Conformational study and determination of the molecular weight of highly charged basic proteins by sedimentation equilibrium and gel electrophoresis.

We study several highly charged protamines and some related proteins from the sperm of molluscs. Circular dichroism and hydrodynamic parameters obtained from the sedimentation constant and intrinsic viscosity show that these proteins behave as random coils. However, it appears that a small amount of structure is present at basic pH. The molecular weight of these proteins is determined by several methods. When sedimentation equilibrium is used, we have found that the influence of concentration is much smaller than expected. We have also found that the highly charged nature of these proteins can be properly taken into account by using the methodology presently available [Williams, J. W., Van Holde, K. E., Baldwin, R.L., & Fujita, H. (1958) Chem. Rev. 58, 715; Eisenberg, H. (1976) Biological Macromolecules and Polyelectrolytes in Solution, Oxford University Press, London]. The calculations have been carried out in most cases by the method of Chernyak & Margretova [Chernyak, V. Ya., & Margretova, N.N. (1975) Biochem. Biophys. Res. Commun. 65, 990], which does not require the knowledge of the protein concentration.

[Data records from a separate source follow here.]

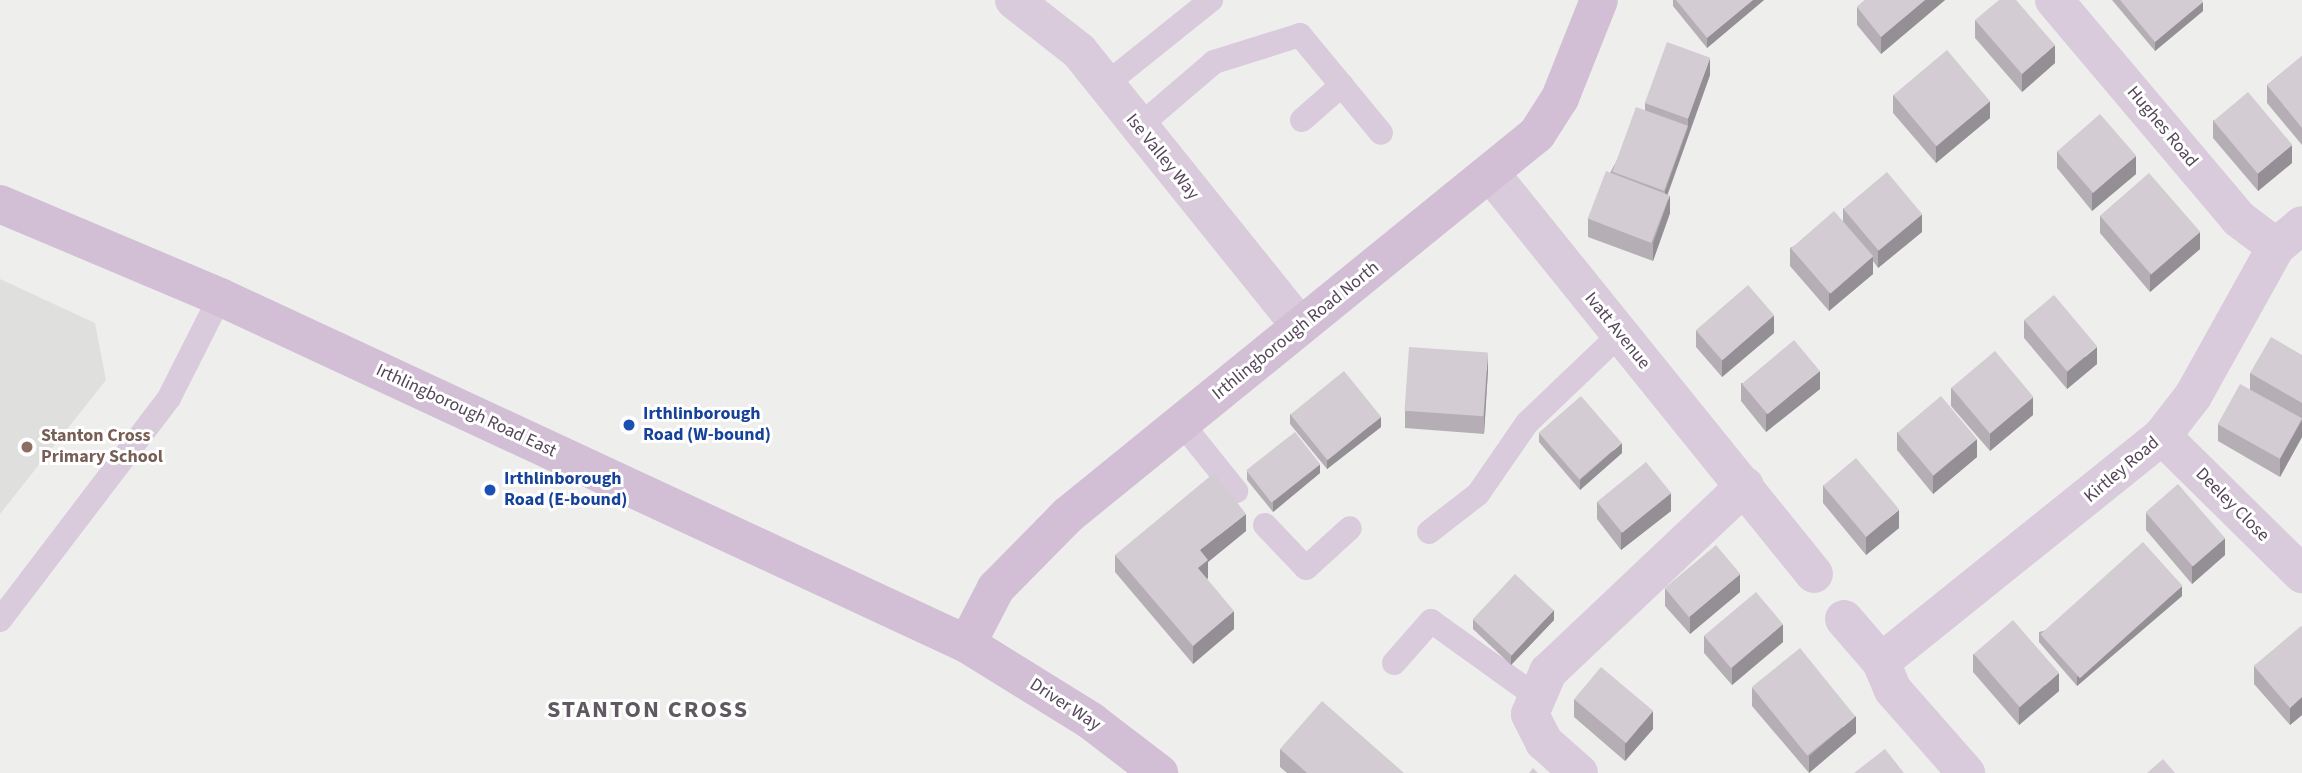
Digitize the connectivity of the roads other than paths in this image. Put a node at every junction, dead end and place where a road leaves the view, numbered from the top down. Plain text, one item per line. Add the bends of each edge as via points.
1 (1014, 0) edge
2 (1211, 0) edge
3 (1599, 0) edge
4 (2054, 0) edge
5 (1105, 85) junction
6 (1342, 85) junction
7 (1302, 120) dead end
8 (1137, 128) junction
9 (1381, 133) dead end
10 (1491, 174) junction
11 (0, 204) edge
12 (2289, 236) edge
13 (219, 297) junction
14 (1300, 326) junction
15 (1620, 334) junction
16 (1183, 425) junction
17 (2162, 436) junction
18 (1745, 486) junction
19 (1236, 491) dead end
20 (1265, 525) dead end
21 (1350, 528) dead end
22 (1429, 532) dead end
23 (1814, 574) dead end
24 (2302, 574) edge
25 (0, 620) edge
26 (1844, 620) dead end
27 (967, 643) junction
28 (1881, 662) junction
29 (1394, 663) dead end
30 (1534, 695) junction
31 (1159, 773) edge
32 (1579, 773) edge
33 (1966, 773) edge

1 - 5 street, Ise Valley Way via 1079,51
2 - 5 lane
3 - 10 main road, Irthlingborough Road North via 1560,98 1537,134
4 - 12 street, Hughes Road via 2239,219
5 - 8 street, Ise Valley Way
6 - 7 lane
6 - 8 lane via 1300,35 1214,62
6 - 9 lane
8 - 14 street, Ise Valley Way
10 - 14 main road, Irthlingborough Road North
10 - 15 street, Ivatt Avenue
11 - 13 main road, Irthlingborough Road East
12 - 17 street, Kirtley Road via 2193,396
13 - 25 lane via 169,398
13 - 27 main road, Irthlingborough Road East
14 - 16 main road, Irthlingborough Road North
15 - 18 street, Ivatt Avenue
15 - 22 lane via 1527,423 1478,494
16 - 19 lane
16 - 27 main road, Irthlingborough Road North via 1026,552 996,588
17 - 24 street, Deeley Close
17 - 28 street, Kirtley Road
18 - 23 street, Ivatt Avenue
18 - 30 street via 1624,593 1548,672
20 - 21 lane via 1306,568
26 - 28 street
27 - 31 main road, Driver Way via 1091,720
28 - 33 street via 1893,690
29 - 30 lane via 1431,621
30 - 32 street via 1530,713 1544,742

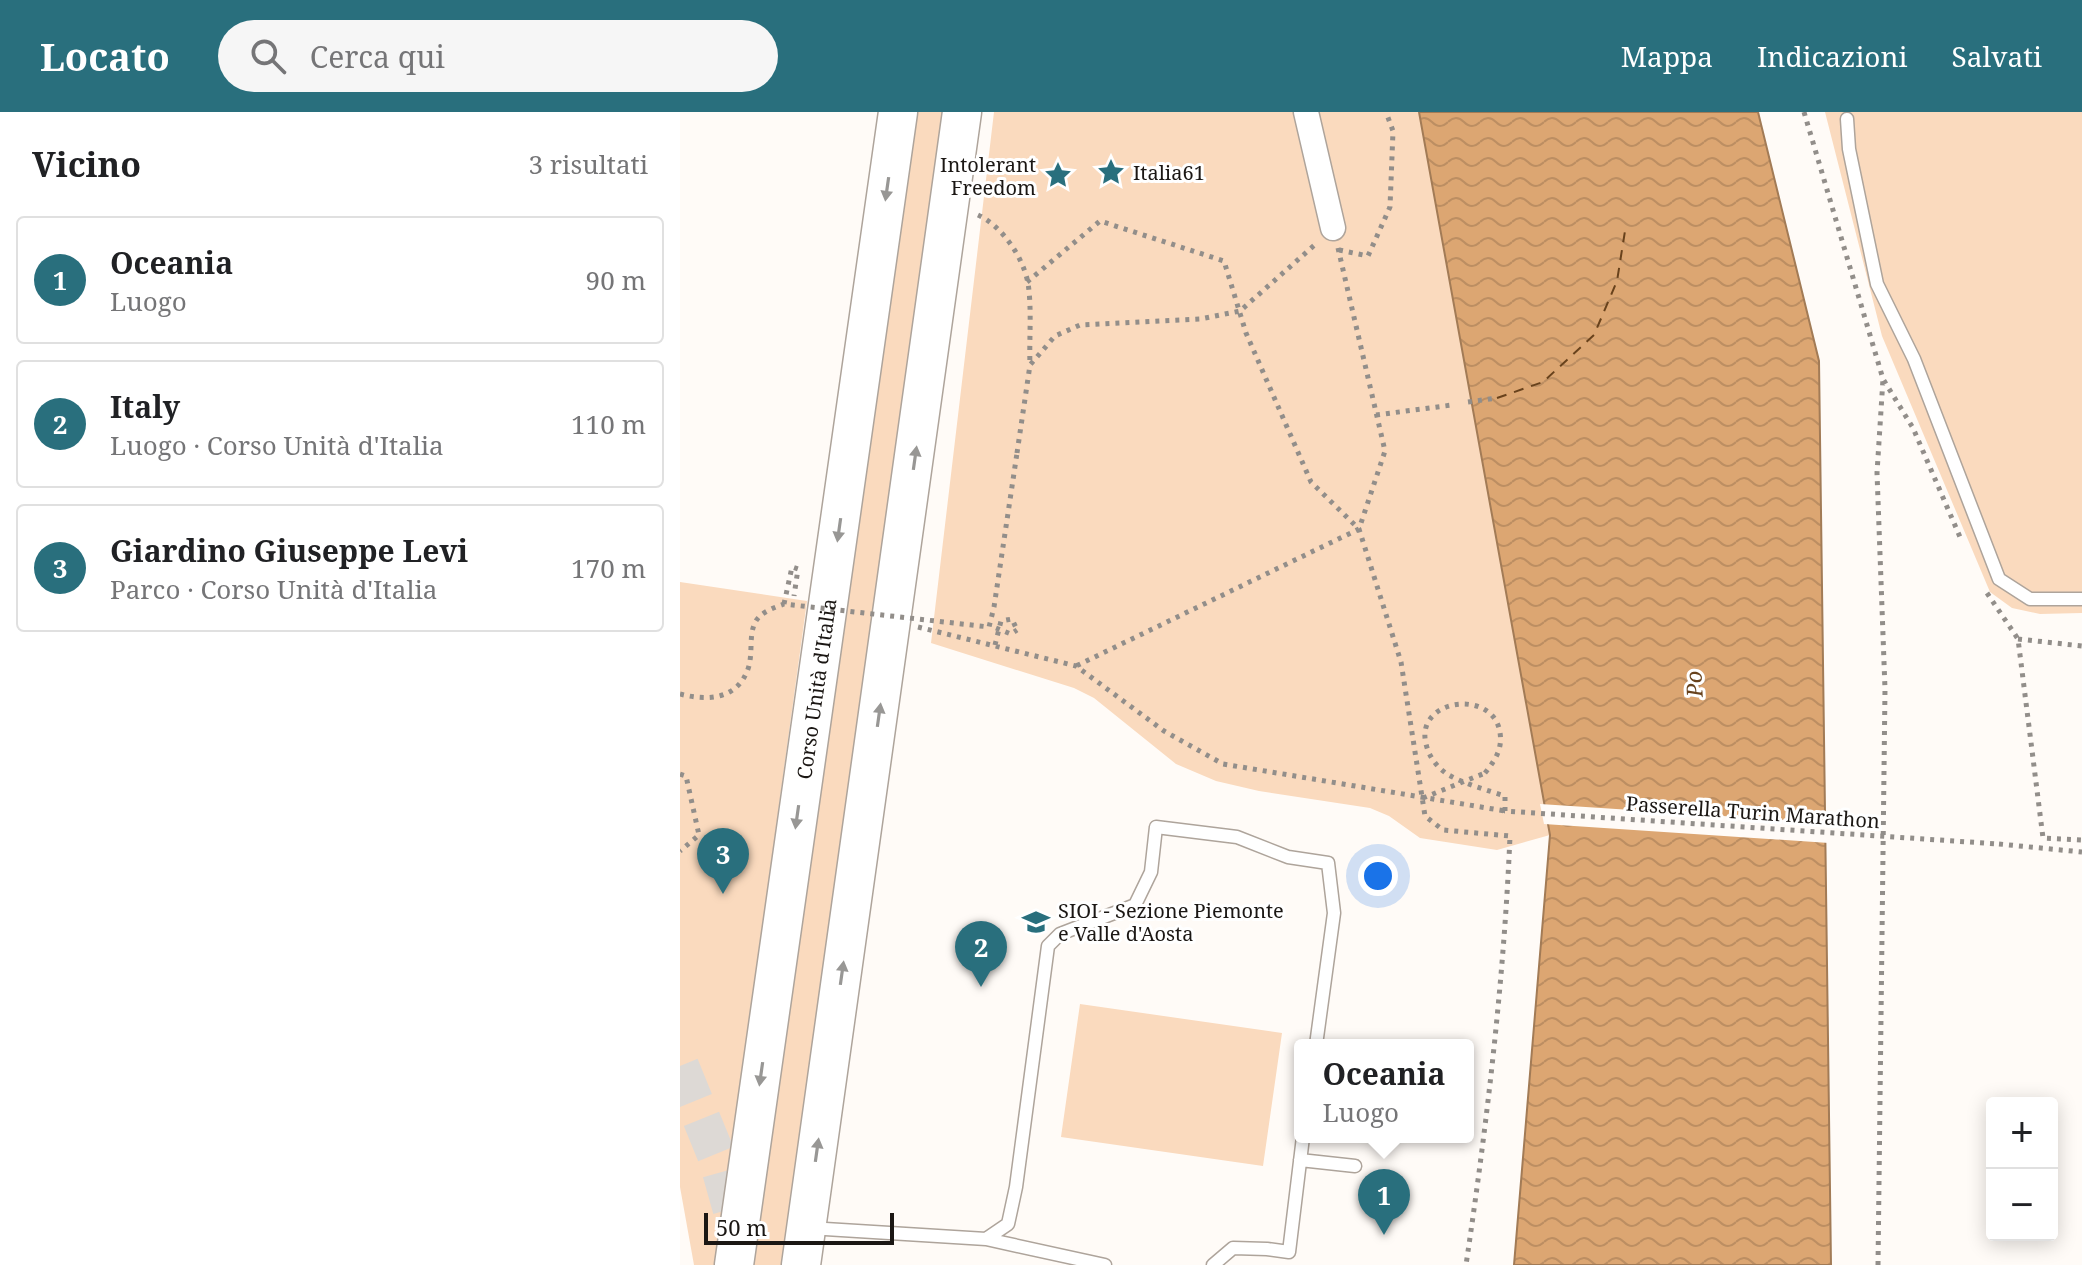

The overall adequacy of this approach has been ascertained by using as standards histone H1 and the protamine thynnine, both of known molecular weight and different charge densities. An electrophoretic method for the rapid estimation of the molecular weights of this type of proteins is also given. The values obtained by this method, as well as those found either with the Scheraga-Mandelkern equation or from the sedimentation and diffusion constants, agree within experimental error with the values obtained from sedimentation equilibrium.